Dans la salle des fêtes, on avait tendu un écran et installé des rangées de chaises pliantes. Ce ciné-club n'avait pas le cachet des salles de Williston. Malgré cela, Snow se réjouissait plus que jamais qu'on l'emmenât voir un film, car ce n'était pas une simple séance de ciné, mais son premier rencard.

Red leur acheta du pop-corn à la confiserie installée pour l'occasion, puis elles prirent place en bordure d'une rangée. Consciente que nul à part sa petite amie ne souhaitait la côtoyer, la rousse s'installa sans faire d'histoire sur le dernier siège. Bientôt, la salle se remplit, les lumières s'estompèrent. Çà et là, par chuchotements, on tenta de deviner le film du soir, toujours gardé secret par Orson. En dépit de ses vieilles relations, le père d'Alice ne faisait plus partie de l'industrie du cinéma. La rumeur courait que sa vieille société lui filait les copies non-distribuées, les navets sans succès. Lorsqu'Orson prétendait conserver le suspense intact, d'autres raillaient qu'il taisait jalousement le titre du long-métrage pour ne pas précipiter la fuite des spectateurs. À les voir si nombreux, ce soir-là, Snow doutait cela dit que les œuvres du ciné-club pussent être si médiocres.

L'organisateur monta sur l'estrade, prononça un discours, leur promit de l'insolite, de la tension, du frisson. Enfin, il annonça le film : dernier volet d'une trilogie dont nul n'avait vu le début. Aux soupirs de la plupart s'opposa le gloussement amusé de Red :

— Orson n'en loupe pas une !

— Moi je trouve ça bien joué, objecta Snow. Tous les jours, on prend une histoire en cours, non ? Dans la vie, on ne fait que ça, louper des épisodes. Alors pourquoi pas au ciné ?

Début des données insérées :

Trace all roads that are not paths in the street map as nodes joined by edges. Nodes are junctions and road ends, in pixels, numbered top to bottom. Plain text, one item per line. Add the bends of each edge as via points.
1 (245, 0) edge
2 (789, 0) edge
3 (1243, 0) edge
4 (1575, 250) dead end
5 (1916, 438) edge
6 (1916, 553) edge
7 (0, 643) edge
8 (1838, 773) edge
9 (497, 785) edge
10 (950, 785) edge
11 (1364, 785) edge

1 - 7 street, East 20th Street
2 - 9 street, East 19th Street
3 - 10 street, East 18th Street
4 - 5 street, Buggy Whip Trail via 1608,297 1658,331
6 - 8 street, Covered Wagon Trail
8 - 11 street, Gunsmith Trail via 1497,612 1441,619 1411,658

— Orson n'est pas si malin que ça, Flocon.

— Qui sait...

Le film commença et les murmures se turent. Dans la pénombre, les mains des deux amantes se lièrent. À mesure que le métrage s'écoulait, les doigts de Snow se resserraient dans la chaleur complice. Le meurtre, l'enquête, ce vilain hypnotiseur qui en fin de compte n'existait plus et les écrans de surveillance qui transmuaient la vie de tout un chacun en simple possible de scénario : jamais une histoire en noir et blanc n'avait autant fasciné la jeune fille. En vérité, les machinations du fabulé Docteur Mabuse lui rappelaient sans cesse la malédiction locale.

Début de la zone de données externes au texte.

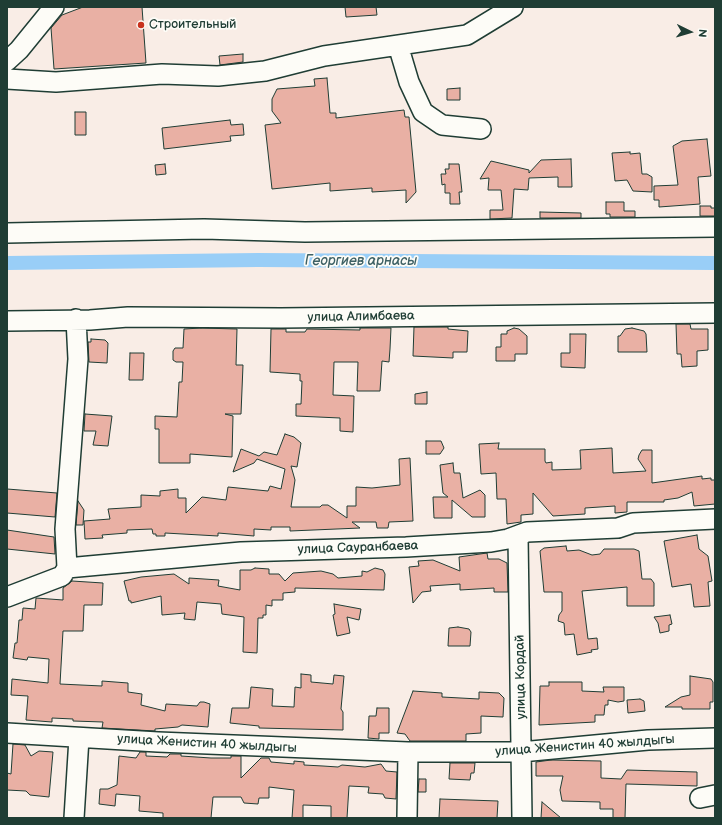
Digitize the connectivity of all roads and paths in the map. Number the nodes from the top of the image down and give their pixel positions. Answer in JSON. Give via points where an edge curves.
{"nodes":[{"id":1,"x":54,"y":7,"type":"edge"},
{"id":2,"x":512,"y":7,"type":"edge"},
{"id":3,"x":398,"y":45,"type":"junction"},
{"id":4,"x":7,"y":61,"type":"edge"},
{"id":5,"x":7,"y":79,"type":"edge"},
{"id":6,"x":481,"y":129,"type":"dead end"},
{"id":7,"x":715,"y":227,"type":"edge"},
{"id":8,"x":7,"y":233,"type":"edge"},
{"id":9,"x":715,"y":313,"type":"edge"},
{"id":10,"x":76,"y":319,"type":"junction"},
{"id":11,"x":7,"y":321,"type":"edge"},
{"id":12,"x":715,"y":519,"type":"edge"},
{"id":13,"x":518,"y":536,"type":"junction"},
{"id":14,"x":67,"y":568,"type":"junction"},
{"id":15,"x":7,"y":596,"type":"edge"},
{"id":16,"x":7,"y":733,"type":"edge"},
{"id":17,"x":79,"y":738,"type":"junction"},
{"id":18,"x":715,"y":738,"type":"edge"},
{"id":19,"x":408,"y":752,"type":"junction"},
{"id":20,"x":521,"y":752,"type":"junction"},
{"id":21,"x":74,"y":818,"type":"edge"},
{"id":22,"x":407,"y":818,"type":"edge"},
{"id":23,"x":522,"y":818,"type":"edge"}],
"edges":[{"from":1,"to":4,"type":"street"},
{"from":2,"to":3,"type":"street","via":[[466,35]]},
{"from":3,"to":5,"type":"street","via":[[324,56],[266,71],[218,76],[162,74],[56,82]]},
{"from":3,"to":6,"type":"street","via":[[409,82],[423,112],[442,125]]},
{"from":7,"to":8,"type":"street","via":[[305,232],[204,229]]},
{"from":9,"to":10,"type":"street","name":"улица Алимбаева"},
{"from":10,"to":11,"type":"street","name":"улица Алимбаева"},
{"from":10,"to":14,"type":"street","via":[[78,359],[65,529]]},
{"from":12,"to":13,"type":"street","name":"улица Сауранбаева","via":[[633,523],[618,528],[527,532]]},
{"from":13,"to":14,"type":"street","name":"улица Сауранбаева","via":[[492,542],[241,552]]},
{"from":13,"to":20,"type":"street","name":"улица Кордай"},
{"from":14,"to":15,"type":"street","via":[[62,576]]},
{"from":16,"to":17,"type":"street","name":"улица Женистин 40 жылдыгы"},
{"from":17,"to":19,"type":"street","name":"улица Женистин 40 жылдыгы"},
{"from":17,"to":21,"type":"street"},
{"from":18,"to":20,"type":"street","name":"улица Женистин 40 жылдыгы","via":[[648,740]]},
{"from":19,"to":20,"type":"street","name":"улица Женистин 40 жылдыгы"},
{"from":19,"to":22,"type":"street"},
{"from":20,"to":23,"type":"street","name":"улица Кордай"}]}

Et si les drames d'Hartland étaient le fait d'un puissant magicien ?

Et si les habitants étaient, eux aussi, sous surveillance constante ?

Et si une caméra indétectable épiait jour après jour jusqu'à leur intimité ?

Et si ?

Et si...

Et si.

— Le film t'a plu ? lui demanda Red, comme elles se dirigeaient vers la sortie. J'ai essayé de capter ton regard deux-trois fois, mais tu n'as pas décroché de l'écran. Alors, finalement, prendre l'histoire en cours de route ?

La tête de Snow crissait de centaines d'engrenages ; son cerveau parano fomentait mille complots.

— Eh, Feu-follet... Est-ce qu'on peut prendre un film pour la réalité ?

Red fronça les sourcils.

— Je veux dire, bafouilla Snow, est-ce que... si quelqu'un de fragile voyait... certaines images... est-ce qu'il pourrait... par exemple... les confondre avec la réalité ?

— Quelqu'un comme Alice ou Lorina, tu veux dire ?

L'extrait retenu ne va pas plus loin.